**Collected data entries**
..............................

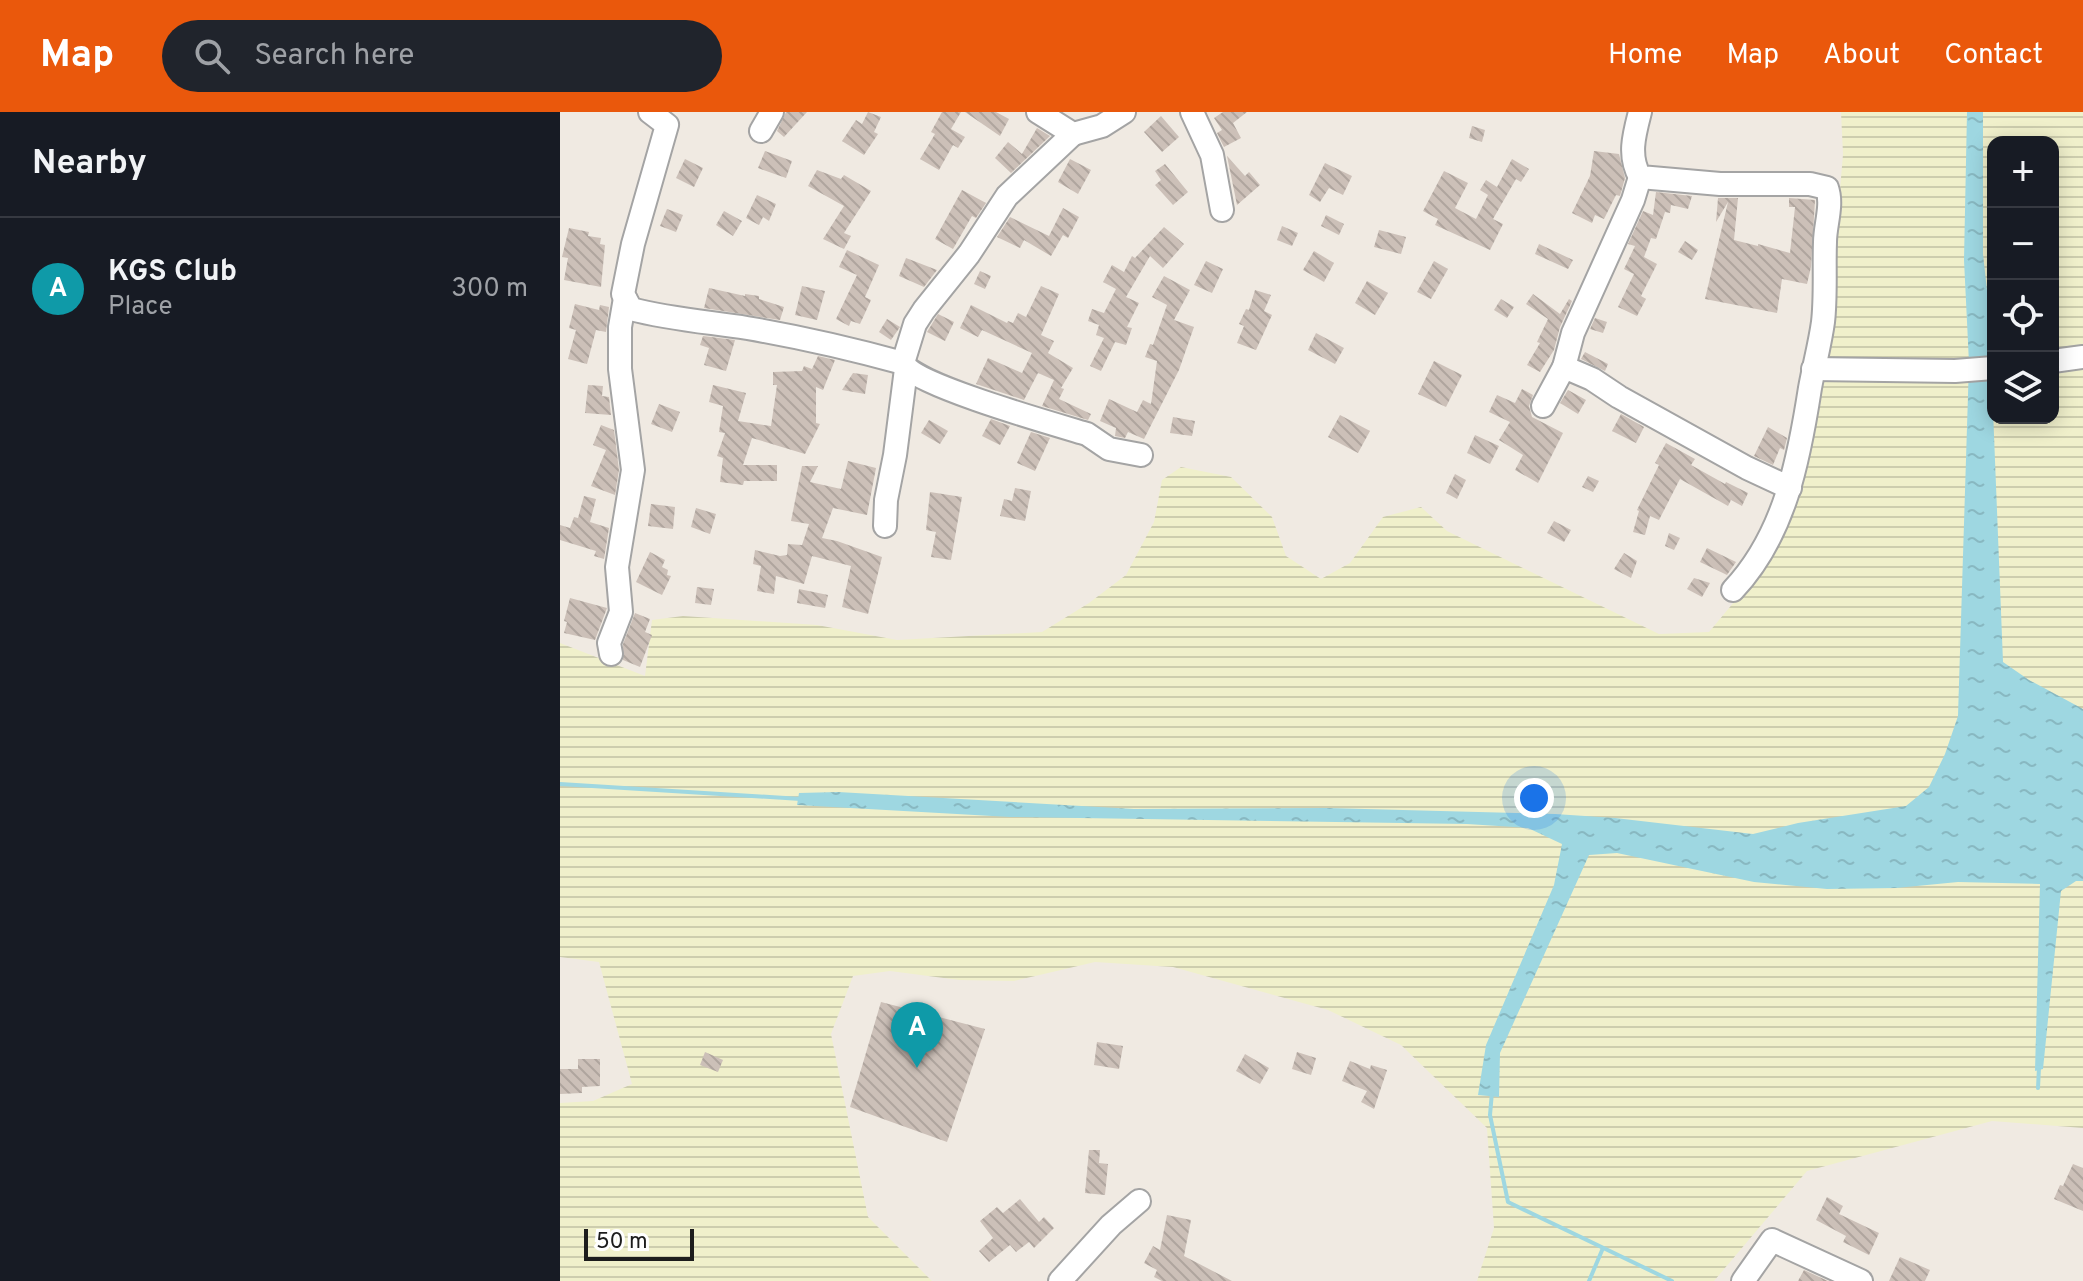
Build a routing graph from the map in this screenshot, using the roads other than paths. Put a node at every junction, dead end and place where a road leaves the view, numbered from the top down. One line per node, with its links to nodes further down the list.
1 (650, 112): 9 (street)
2 (1038, 112): 6 (street)
3 (1124, 112): 6 (street)
4 (1192, 112): 8 (street)
5 (1640, 112): 7 (street)
6 (1073, 134): 12 (street)
7 (1640, 177): 13 (street); 15 (street)
8 (1222, 210)
9 (625, 298): 12 (street); 21 (street)
10 (2083, 357): 11 (street)
11 (2059, 360)
12 (905, 366): 17 (street); 19 (street)
13 (1564, 367): 16 (street); 18 (street)
14 (1987, 368): 15 (street)
15 (1813, 369): 18 (street)
16 (1543, 406)
17 (1141, 455)
18 (1790, 488): 20 (street)
19 (885, 526)
20 (1733, 590)
21 (611, 654)
22 (1139, 1201): 23 (street)
23 (1060, 1281)
24 (1743, 1281): 25 (street)
25 (1861, 1281)

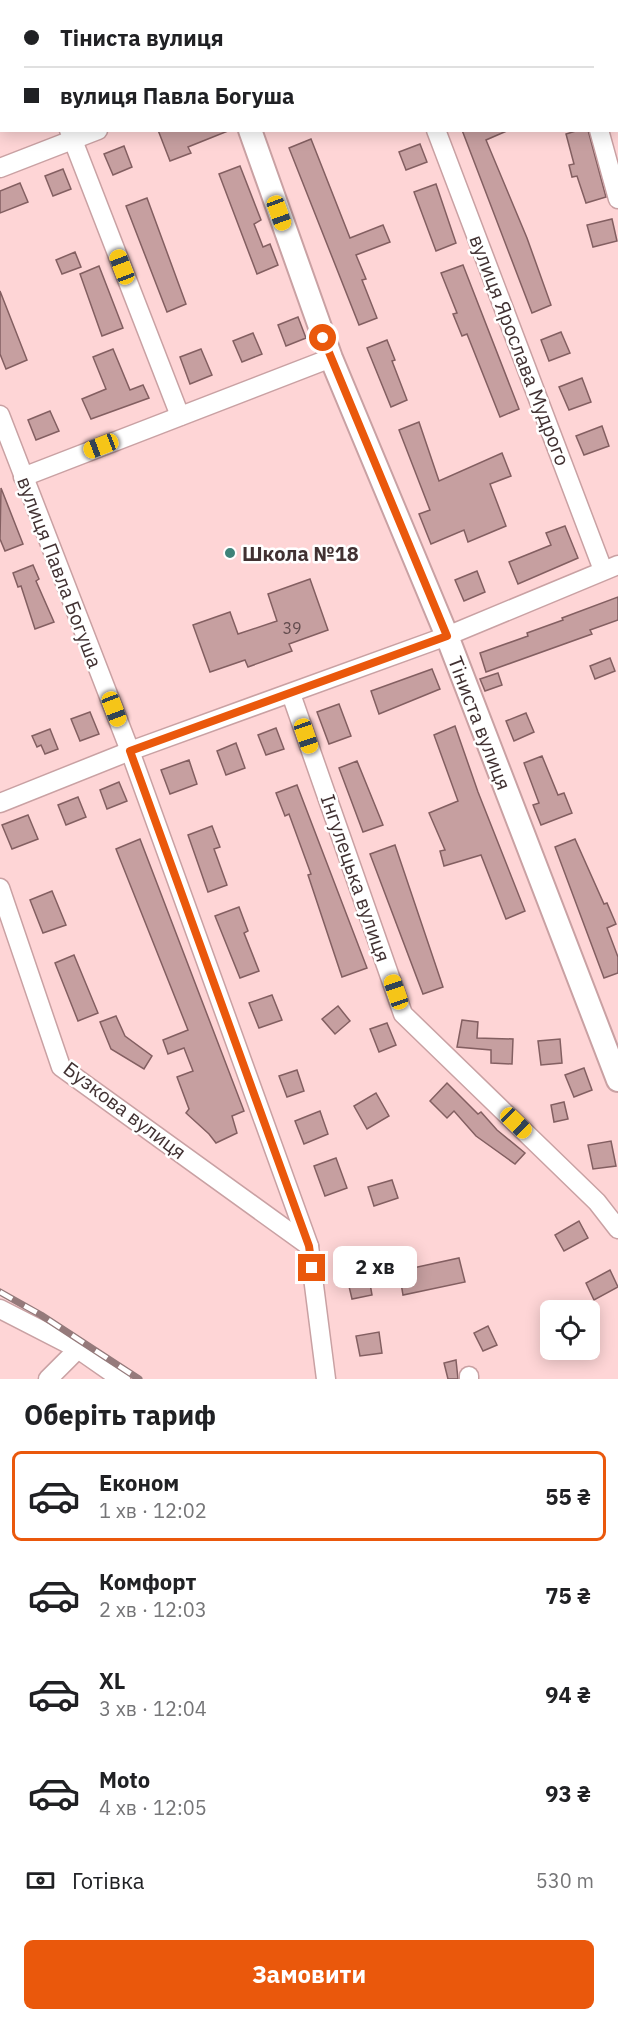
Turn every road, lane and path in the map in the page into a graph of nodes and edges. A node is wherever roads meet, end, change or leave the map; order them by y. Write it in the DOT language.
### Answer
graph roads {
  1 [pos="87,132"];
  2 [pos="251,132"];
  3 [pos="437,132"];
  4 [pos="600,132"];
  5 [pos="71,135"];
  6 [pos="0,168"];
  7 [pos="618,199"];
  8 [pos="331,358"];
  9 [pos="0,415"];
  10 [pos="180,416"];
  11 [pos="23,477"];
  12 [pos="611,568"];
  13 [pos="447,636"];
  14 [pos="291,694"];
  15 [pos="130,751"];
  16 [pos="0,803"];
  17 [pos="0,888"];
  18 [pos="618,1080"];
  19 [pos="618,1228"];
  20 [pos="309,1246"];
  21 [pos="0,1309"];
  22 [pos="78,1349"];
  23 [pos="48,1379"];
  24 [pos="121,1379"];
  25 [pos="327,1379"];
  1 -- 5 [label="street"];
  2 -- 8 [label="street, Тіниста вулиця"];
  3 -- 12 [label="street, вулиця Ярослава Мудрого"];
  4 -- 7 [label="street"];
  5 -- 6 [label="street"];
  5 -- 10 [label="street"];
  8 -- 10 [label="street"];
  8 -- 13 [label="street, Тіниста вулиця"];
  9 -- 11 [label="street, вулиця Павла Богуша"];
  10 -- 11 [label="street"];
  11 -- 15 [label="street, вулиця Павла Богуша"];
  12 -- 13 [label="street"];
  13 -- 14 [label="street"];
  13 -- 18 [label="street, Тіниста вулиця"];
  14 -- 15 [label="street"];
  14 -- 19 [label="street, Інгулецька вулиця"];
  15 -- 16 [label="street"];
  15 -- 20 [label="street, вулиця Павла Богуша"];
  17 -- 20 [label="street, Бузкова вулиця"];
  20 -- 25 [label="street, вулиця Павла Богуша"];
  21 -- 22 [label="street"];
  22 -- 23 [label="street"];
  22 -- 24 [label="street"];
}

..............................

**WORK REQUIRED**
Could you transcribe all of the data exactly, keeping every picture out of the copy?

**PROBLEM SOLUTION**
Build a routing graph from the map in this screenshot, using the roads other than paths. Put a node at every junction, dead end and place where a road leaves the view, numbered from the top down. One line per node, with its links to nodes further down the list.
1 (650, 112): 9 (street)
2 (1038, 112): 6 (street)
3 (1124, 112): 6 (street)
4 (1192, 112): 8 (street)
5 (1640, 112): 7 (street)
6 (1073, 134): 12 (street)
7 (1640, 177): 13 (street); 15 (street)
8 (1222, 210)
9 (625, 298): 12 (street); 21 (street)
10 (2083, 357): 11 (street)
11 (2059, 360)
12 (905, 366): 17 (street); 19 (street)
13 (1564, 367): 16 (street); 18 (street)
14 (1987, 368): 15 (street)
15 (1813, 369): 18 (street)
16 (1543, 406)
17 (1141, 455)
18 (1790, 488): 20 (street)
19 (885, 526)
20 (1733, 590)
21 (611, 654)
22 (1139, 1201): 23 (street)
23 (1060, 1281)
24 (1743, 1281): 25 (street)
25 (1861, 1281)

Turn every road, lane and path in the map in the page into a graph of nodes and edges. A node is wherever roads meet, end, change or leave the map; order them by y. Write it in the DOT language.
### Answer
graph roads {
  1 [pos="87,132"];
  2 [pos="251,132"];
  3 [pos="437,132"];
  4 [pos="600,132"];
  5 [pos="71,135"];
  6 [pos="0,168"];
  7 [pos="618,199"];
  8 [pos="331,358"];
  9 [pos="0,415"];
  10 [pos="180,416"];
  11 [pos="23,477"];
  12 [pos="611,568"];
  13 [pos="447,636"];
  14 [pos="291,694"];
  15 [pos="130,751"];
  16 [pos="0,803"];
  17 [pos="0,888"];
  18 [pos="618,1080"];
  19 [pos="618,1228"];
  20 [pos="309,1246"];
  21 [pos="0,1309"];
  22 [pos="78,1349"];
  23 [pos="48,1379"];
  24 [pos="121,1379"];
  25 [pos="327,1379"];
  1 -- 5 [label="street"];
  2 -- 8 [label="street, Тіниста вулиця"];
  3 -- 12 [label="street, вулиця Ярослава Мудрого"];
  4 -- 7 [label="street"];
  5 -- 6 [label="street"];
  5 -- 10 [label="street"];
  8 -- 10 [label="street"];
  8 -- 13 [label="street, Тіниста вулиця"];
  9 -- 11 [label="street, вулиця Павла Богуша"];
  10 -- 11 [label="street"];
  11 -- 15 [label="street, вулиця Павла Богуша"];
  12 -- 13 [label="street"];
  13 -- 14 [label="street"];
  13 -- 18 [label="street, Тіниста вулиця"];
  14 -- 15 [label="street"];
  14 -- 19 [label="street, Інгулецька вулиця"];
  15 -- 16 [label="street"];
  15 -- 20 [label="street, вулиця Павла Богуша"];
  17 -- 20 [label="street, Бузкова вулиця"];
  20 -- 25 [label="street, вулиця Павла Богуша"];
  21 -- 22 [label="street"];
  22 -- 23 [label="street"];
  22 -- 24 [label="street"];
}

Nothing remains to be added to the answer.